Layer 2 portal authentication allows the authentication server to assign different VLANs according to user authentication results so that access devices can thereby control user access to resources. After a client passes authentication, the authentication server can assign an authorized VLAN to allow the user to access the resources in the VLAN. If a client fails authentication, the authentication server can assign an Auth-Fail VLAN. Layer 3 portal authentication does not support VLAN assignment.

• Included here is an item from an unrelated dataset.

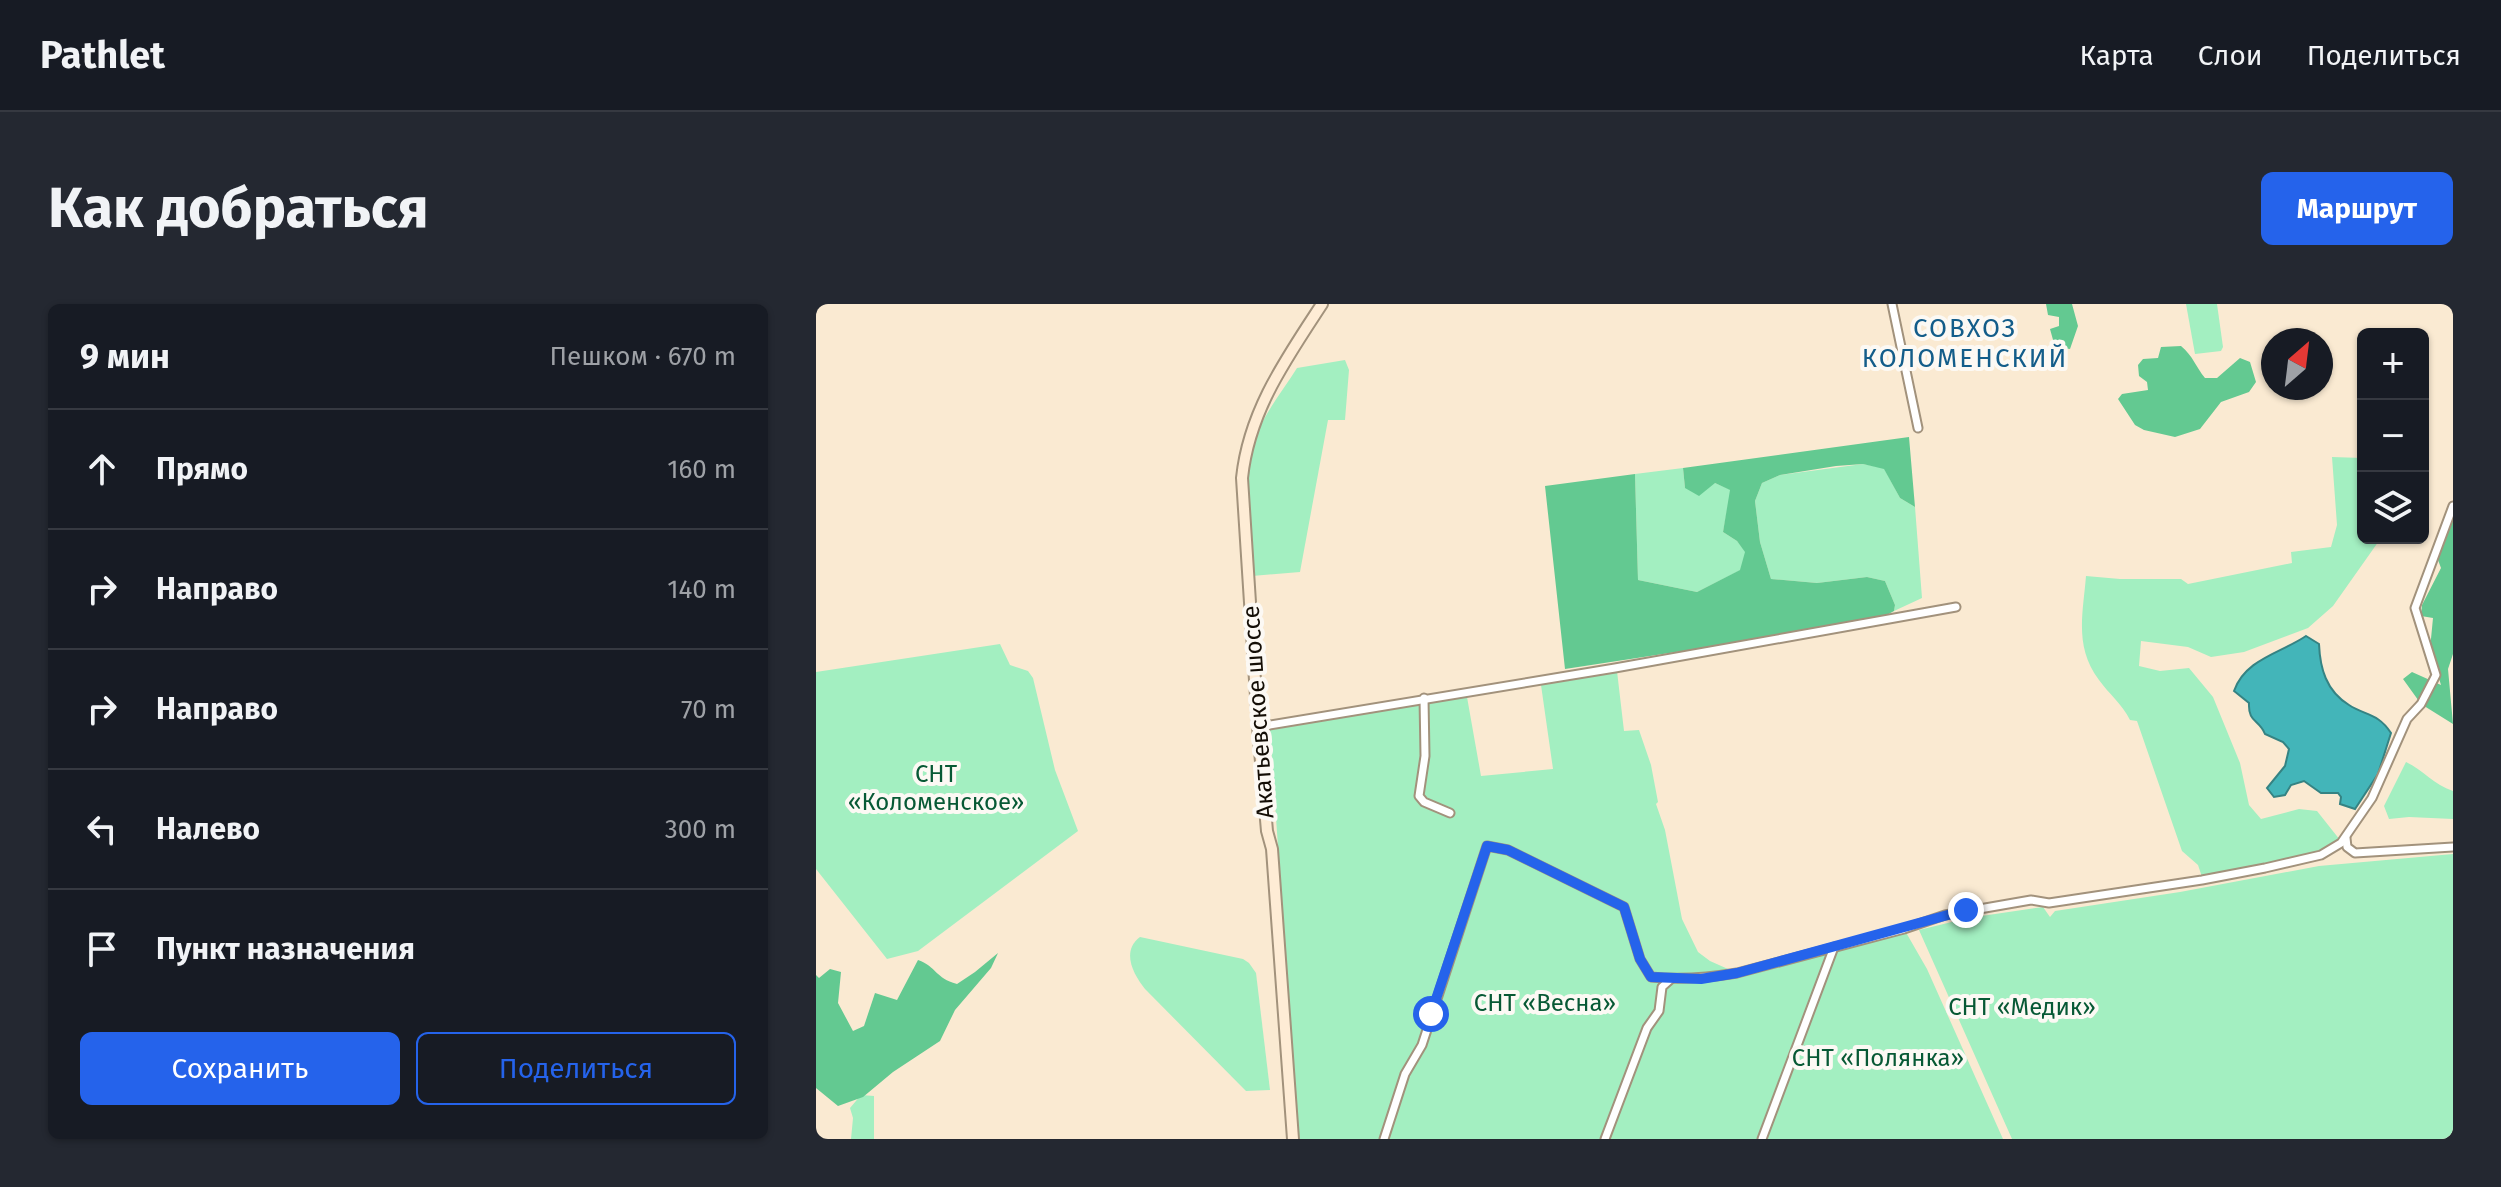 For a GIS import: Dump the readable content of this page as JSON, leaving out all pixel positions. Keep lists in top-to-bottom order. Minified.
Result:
{"streets":{"main road":["Акатьевское шоссе"]},"districts":["СОВХОЗ КОЛОМЕНСКИЙ"],"parks":["СНТ «Коломенское»","СНТ «Весна»","СНТ «Медик»","СНТ «Полянка»"],"north":"top right","page":{"header":"Pathlet","nav":["Карта","Слои","Поделиться"],"buttons":["Маршрут",["Сохранить","Поделиться"]],"title":"Как добраться","heading":["9 мин","Пешком · 670 m"],"map_buttons":["+","−"],"list":[["Прямо","160 m"],["Направо","140 m"],["Направо","70 m"],["Налево","300 m"],"Пункт назначения"]}}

Layer 3 portal authentication
You can enable Layer 3 authentication on an access device's Layer 3 interfaces that connect authentication clients. Portal authentication performed on a Layer 3 interface can be direct authentication, re-DHCP authentication, or cross-subnet authentication. In direct authentication and re-DHCP authentication, no Layer 3 forwarding devices exist between the authentication client and the access device. In cross-subnet authentication, Layer 3 forwarding devices may exist between the authentication client and the access device.
Direct authentication
Before authentication, a user manually configures a public IP address or directly obtains a public IP address through DHCP, and can access only the portal server and predefined free websites. After passing authentication, the user can access the network resources. The process of direct authentication is simpler than that of re-DHCP authentication.
Re-DHCP authentication
Before authentication, a user gets a private IP address through DHCP and can access only the portal server and predefined free websites. After passing authentication, the user is allocated a public IP address and can access the network resources. No public IP address is allocated to those who fail authentication. This solves the IP address planning and allocation problem. For example, a service provider can allocate public IP addresses to broadband users only when they access networks beyond the residential community network.
The local portal server does not support re-DHCP portal authentication. IPv6 portal authentication does not support the re-DHCP authentication mode.
Cross-subnet authentication
Cross-subnet authentication is similar to direct authentication, but it allows Layer 3 forwarding devices to be present between the authentication client and the access device.
In direct authentication, re-DHCP authentication, and cross-subnet authentication, the client's IP address is used for client identification. After a client passes authentication, the access device generates an ACL for the client based on the client's IP address to permit packets from the client to go through the access port. Because no Layer 3 devices are present between the authentication clients and the access device in direct authentication and re-DHCP authentication, the access device can directly learn the clients' MAC addresses, and can enhance the capability of controlling packet forwarding by also using the learned MAC addresses.